The sequence of events from the moment Truss entered Downing Street on 6 September is bound to induce vertigo. She promised a package of eyebrow-raising energy price guarantees and tax cuts on September 23. She fantasized about growing Britain and demonized a fictional cabal of adversary to growth lurking on the opposition benches and in the streets.
The unfortunate mini budget delivered seven days later spooked the markets and encouraged a fall in the pound. The promise to abolish tax bracket of 45p was scrapped. Then came the dismissal of the chancellor Kwasi Kwarteng, presumably Truss’s close ally. In a manner befitting friendship, Kwarteng was blamed on to announce Truss policy.
In the maelstrom, the jokes began to spread and thicken as each disastrous decision was made and then not made. With such a sequence of famous crashes, The economist suggested that Truss’s time would be comparable to “the shelf life of a salad”.
The Daily Star set one webcam in tribute to the sighting, with a wilting iceberg lettuce from Tesco, valued at 60p (AU$1.07). The newspaper states the following question on the site: “Will Liz Truss become Prime Minister in the ten-day shelf life of a salad?”
At lunchtime on October 20, when Truss tendered his resignation, the salad received a gold plastic crown. The caption was one of triumph: “The lettuce survived Liz Truss.” Then came the national anthem, accompanied by champagne.

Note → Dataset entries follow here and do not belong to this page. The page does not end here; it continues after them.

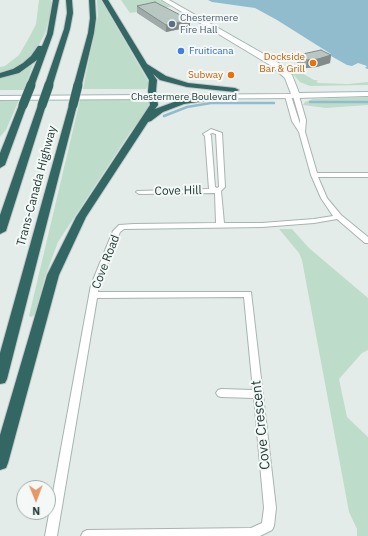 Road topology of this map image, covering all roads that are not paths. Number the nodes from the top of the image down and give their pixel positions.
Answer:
1 (56, 0) edge
2 (69, 0) edge
3 (92, 0) edge
4 (105, 0) edge
5 (165, 0) edge
6 (50, 34) junction
7 (143, 63) junction
8 (0, 76) edge
9 (368, 89) edge
10 (234, 90) junction
11 (0, 92) edge
12 (291, 93) junction
13 (152, 94) junction
14 (368, 94) edge
15 (227, 96) junction
16 (0, 98) edge
17 (143, 124) junction
18 (15, 126) junction
19 (0, 146) edge
20 (0, 165) edge
21 (314, 175) junction
22 (368, 175) edge
23 (218, 191) junction
24 (139, 192) dead end
25 (338, 217) junction
26 (220, 226) junction
27 (0, 231) edge
28 (368, 241) edge
29 (94, 294) junction
30 (0, 379) edge
31 (221, 393) dead end
32 (257, 394) junction
33 (0, 464) edge
34 (51, 536) edge
35 (87, 536) edge

1 - 6 highway
2 - 27 highway, Trans-Canada Highway, bridge
3 - 30 highway, Trans-Canada Highway, bridge
4 - 7 highway
5 - 12 main road
6 - 8 highway
6 - 18 highway, bridge
7 - 10 highway
7 - 13 highway
9 - 12 main road, Chestermere Boulevard
10 - 12 main road, Chestermere Boulevard
10 - 13 main road, Chestermere Boulevard
11 - 13 main road, Chestermere Boulevard
12 - 14 main road, Chestermere Boulevard
12 - 15 main road, Chestermere Boulevard
12 - 21 street
13 - 15 main road, Chestermere Boulevard
13 - 16 main road, Chestermere Boulevard
13 - 17 highway
15 - 17 highway
17 - 33 highway
18 - 19 highway
18 - 20 highway
21 - 22 street
21 - 25 street
23 - 23 street
23 - 24 street, Cove Hill
23 - 26 street
25 - 26 street, Cove Road
25 - 28 street
26 - 29 street, Cove Road
29 - 32 street, Cove Crescent
29 - 34 street, Cove Road
31 - 32 street
32 - 35 street, Cove Crescent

The number of departures retained that sense of unreality on steroids that characterized Truss’s brief tenure in Downing Street. There was old mantra, “the vision of a low-tax, high-growth economy – which would take advantage of the freedoms of Brexit”. She highlighted her successes in controlling energy bills and reducing National Insurance. In addition to giving the President of Russia Vladimir Putin a mention for threatening “the security of our entire continent”, that was more or less it.
The Economist, now confirmed in its predictions, gloomy coined the term “Great Britain”, a country “with political instability, low growth and subordination to bond markets”. With sour irony it noted that Truss and Kwarteng, as contributors to a pamphlet entitled Britannia Unchained, had warned that Britain should not follow the path of Italy and other southern European countries, burdened by bloated public services, lagging growth and poor productivity. Their “misguided attempt to create another path” had done just that.
Britain’s indignant Italian ambassador, Inigo Lambertiniadded some flavor to the comparison of rejecting the magazine’s use of a cover “inspired by the oldest stereotypes”. Why choose spaghetti and pizza when you might consider an example from “our aerospace, biotech, automotive or pharmaceutical sectors?” Any other choice “would cast a more accurate spotlight on Italy, even taking into account your not-so-secret admiration for our economic model”.
Since 2016, British politics has claimed the scalps of four leaders, reminding pundits of Australia’s own revolving door of prime ministers (that country boasted five between 2010 and 2018). David Cameroninjudicious and arrogant, called a referendum on leaving the European Union. Designed to stifle anti-EU voices within his own Conservative Party while allowing him to stay in power, it did the opposite. There were no plans in the event of Britain leaving the Union, let alone any strategy.
Brexit became a millstone of defining proportions, hindering Cameron’s successor, Theresa May, who found it impossible to maintain party discipline among the Tories. Europhobic and Little England sentiments were on the rise. Get on Boris Johnsonwhose populist, baffling antics had their desired effect – a sweeping victory in 2019 with the slogan, “get brexit done“. Global Britain, nostalgic and starry-eyed, had arrived.
Johnson’s time in office impoverished British politics and defamed the Sceptred Isle’s famous sense of hard stability. He was found to have behaved unconstitutionally in the proroguing parliament. He abused and mocked the coronavirus pandemic. He flouted rules made by his own officials and held secret gatherings even as the rest of Britain remained locked up and prevented from seeing family and friends. He was fined for doing so and eventually resigned for lying about it Partygate business. His list of abuses had no end and seemingly no beginning.
With Johnson stepping down, the Tories went into selection mode, giving British voters a taste of tribal warfare ahead of debates between Truss and her challenger, the former chancellor Rishi Sunak. Truss, demagogic and deluded, won through and convinced a white-haired and graying proportion of Conservative Party members that she had the magic. With this growth-enhancing creature, ironically undead in so many ways, the horror show continued.
No sane person would seek the office. But the Tory Party is steeped in insensitivity. Sunak is to be sworn in as the next prime minister, beating out challengers as the leader of the House of Commons, Penny Mordauntand also Johnson, who did more than most to debase the office.
For now, the salad won. At least it deserves a run.